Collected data

● ● ● ●

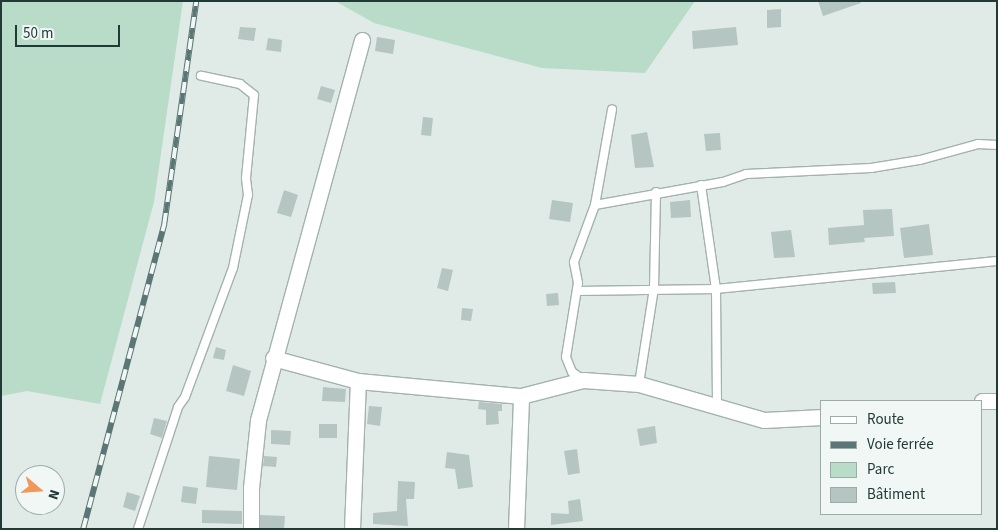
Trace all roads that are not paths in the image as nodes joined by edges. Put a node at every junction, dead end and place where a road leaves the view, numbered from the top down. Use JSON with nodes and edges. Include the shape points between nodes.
{"nodes":[{"id":1,"x":362,"y":40,"type":"dead end"},
{"id":2,"x":201,"y":76,"type":"dead end"},
{"id":3,"x":612,"y":110,"type":"dead end"},
{"id":4,"x":997,"y":145,"type":"edge"},
{"id":5,"x":701,"y":185,"type":"junction"},
{"id":6,"x":656,"y":192,"type":"junction"},
{"id":7,"x":595,"y":205,"type":"junction"},
{"id":8,"x":997,"y":261,"type":"edge"},
{"id":9,"x":654,"y":288,"type":"junction"},
{"id":10,"x":716,"y":289,"type":"junction"},
{"id":11,"x":577,"y":291,"type":"junction"},
{"id":12,"x":273,"y":358,"type":"junction"},
{"id":13,"x":583,"y":380,"type":"junction"},
{"id":14,"x":358,"y":382,"type":"junction"},
{"id":15,"x":639,"y":384,"type":"junction"},
{"id":16,"x":521,"y":396,"type":"junction"},
{"id":17,"x":983,"y":402,"type":"edge"},
{"id":18,"x":997,"y":402,"type":"edge"},
{"id":19,"x":717,"y":406,"type":"junction"},
{"id":20,"x":820,"y":417,"type":"edge"},
{"id":21,"x":138,"y":529,"type":"edge"},
{"id":22,"x":251,"y":529,"type":"edge"},
{"id":23,"x":352,"y":529,"type":"edge"},
{"id":24,"x":516,"y":529,"type":"edge"}],
"edges":[{"from":1,"to":12,"type":"street"},
{"from":2,"to":21,"type":"lane","via":[[240,84],[254,94],[246,178],[248,195],[233,268],[185,397],[178,407]]},
{"from":3,"to":7,"type":"lane"},
{"from":4,"to":5,"type":"lane","via":[[978,144],[920,160],[871,168],[746,174]]},
{"from":5,"to":6,"type":"lane"},
{"from":5,"to":10,"type":"lane"},
{"from":6,"to":7,"type":"lane"},
{"from":6,"to":9,"type":"lane"},
{"from":7,"to":11,"type":"lane","via":[[574,262]]},
{"from":8,"to":10,"type":"lane"},
{"from":9,"to":10,"type":"lane"},
{"from":9,"to":11,"type":"lane"},
{"from":9,"to":15,"type":"lane"},
{"from":10,"to":19,"type":"lane"},
{"from":11,"to":13,"type":"lane","via":[[566,357],[572,372]]},
{"from":12,"to":14,"type":"street"},
{"from":12,"to":22,"type":"street","via":[[253,458]]},
{"from":13,"to":15,"type":"street"},
{"from":13,"to":16,"type":"street"},
{"from":14,"to":16,"type":"street"},
{"from":14,"to":23,"type":"street"},
{"from":15,"to":19,"type":"street"},
{"from":16,"to":24,"type":"street"},
{"from":17,"to":18,"type":"street"},
{"from":19,"to":20,"type":"street","via":[[775,421]]}]}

● ● ● ●

PROBLEM DESCRIPTION: The full set of entries should be transcribed exactly, pictures left aside.

ANSWER SECTION:
Trace all roads that are not paths in the image as nodes joined by edges. Put a node at every junction, dead end and place where a road leaves the view, numbered from the top down. Use JSON with nodes and edges. Include the shape points between nodes.
{"nodes":[{"id":1,"x":362,"y":40,"type":"dead end"},
{"id":2,"x":201,"y":76,"type":"dead end"},
{"id":3,"x":612,"y":110,"type":"dead end"},
{"id":4,"x":997,"y":145,"type":"edge"},
{"id":5,"x":701,"y":185,"type":"junction"},
{"id":6,"x":656,"y":192,"type":"junction"},
{"id":7,"x":595,"y":205,"type":"junction"},
{"id":8,"x":997,"y":261,"type":"edge"},
{"id":9,"x":654,"y":288,"type":"junction"},
{"id":10,"x":716,"y":289,"type":"junction"},
{"id":11,"x":577,"y":291,"type":"junction"},
{"id":12,"x":273,"y":358,"type":"junction"},
{"id":13,"x":583,"y":380,"type":"junction"},
{"id":14,"x":358,"y":382,"type":"junction"},
{"id":15,"x":639,"y":384,"type":"junction"},
{"id":16,"x":521,"y":396,"type":"junction"},
{"id":17,"x":983,"y":402,"type":"edge"},
{"id":18,"x":997,"y":402,"type":"edge"},
{"id":19,"x":717,"y":406,"type":"junction"},
{"id":20,"x":820,"y":417,"type":"edge"},
{"id":21,"x":138,"y":529,"type":"edge"},
{"id":22,"x":251,"y":529,"type":"edge"},
{"id":23,"x":352,"y":529,"type":"edge"},
{"id":24,"x":516,"y":529,"type":"edge"}],
"edges":[{"from":1,"to":12,"type":"street"},
{"from":2,"to":21,"type":"lane","via":[[240,84],[254,94],[246,178],[248,195],[233,268],[185,397],[178,407]]},
{"from":3,"to":7,"type":"lane"},
{"from":4,"to":5,"type":"lane","via":[[978,144],[920,160],[871,168],[746,174]]},
{"from":5,"to":6,"type":"lane"},
{"from":5,"to":10,"type":"lane"},
{"from":6,"to":7,"type":"lane"},
{"from":6,"to":9,"type":"lane"},
{"from":7,"to":11,"type":"lane","via":[[574,262]]},
{"from":8,"to":10,"type":"lane"},
{"from":9,"to":10,"type":"lane"},
{"from":9,"to":11,"type":"lane"},
{"from":9,"to":15,"type":"lane"},
{"from":10,"to":19,"type":"lane"},
{"from":11,"to":13,"type":"lane","via":[[566,357],[572,372]]},
{"from":12,"to":14,"type":"street"},
{"from":12,"to":22,"type":"street","via":[[253,458]]},
{"from":13,"to":15,"type":"street"},
{"from":13,"to":16,"type":"street"},
{"from":14,"to":16,"type":"street"},
{"from":14,"to":23,"type":"street"},
{"from":15,"to":19,"type":"street"},
{"from":16,"to":24,"type":"street"},
{"from":17,"to":18,"type":"street"},
{"from":19,"to":20,"type":"street","via":[[775,421]]}]}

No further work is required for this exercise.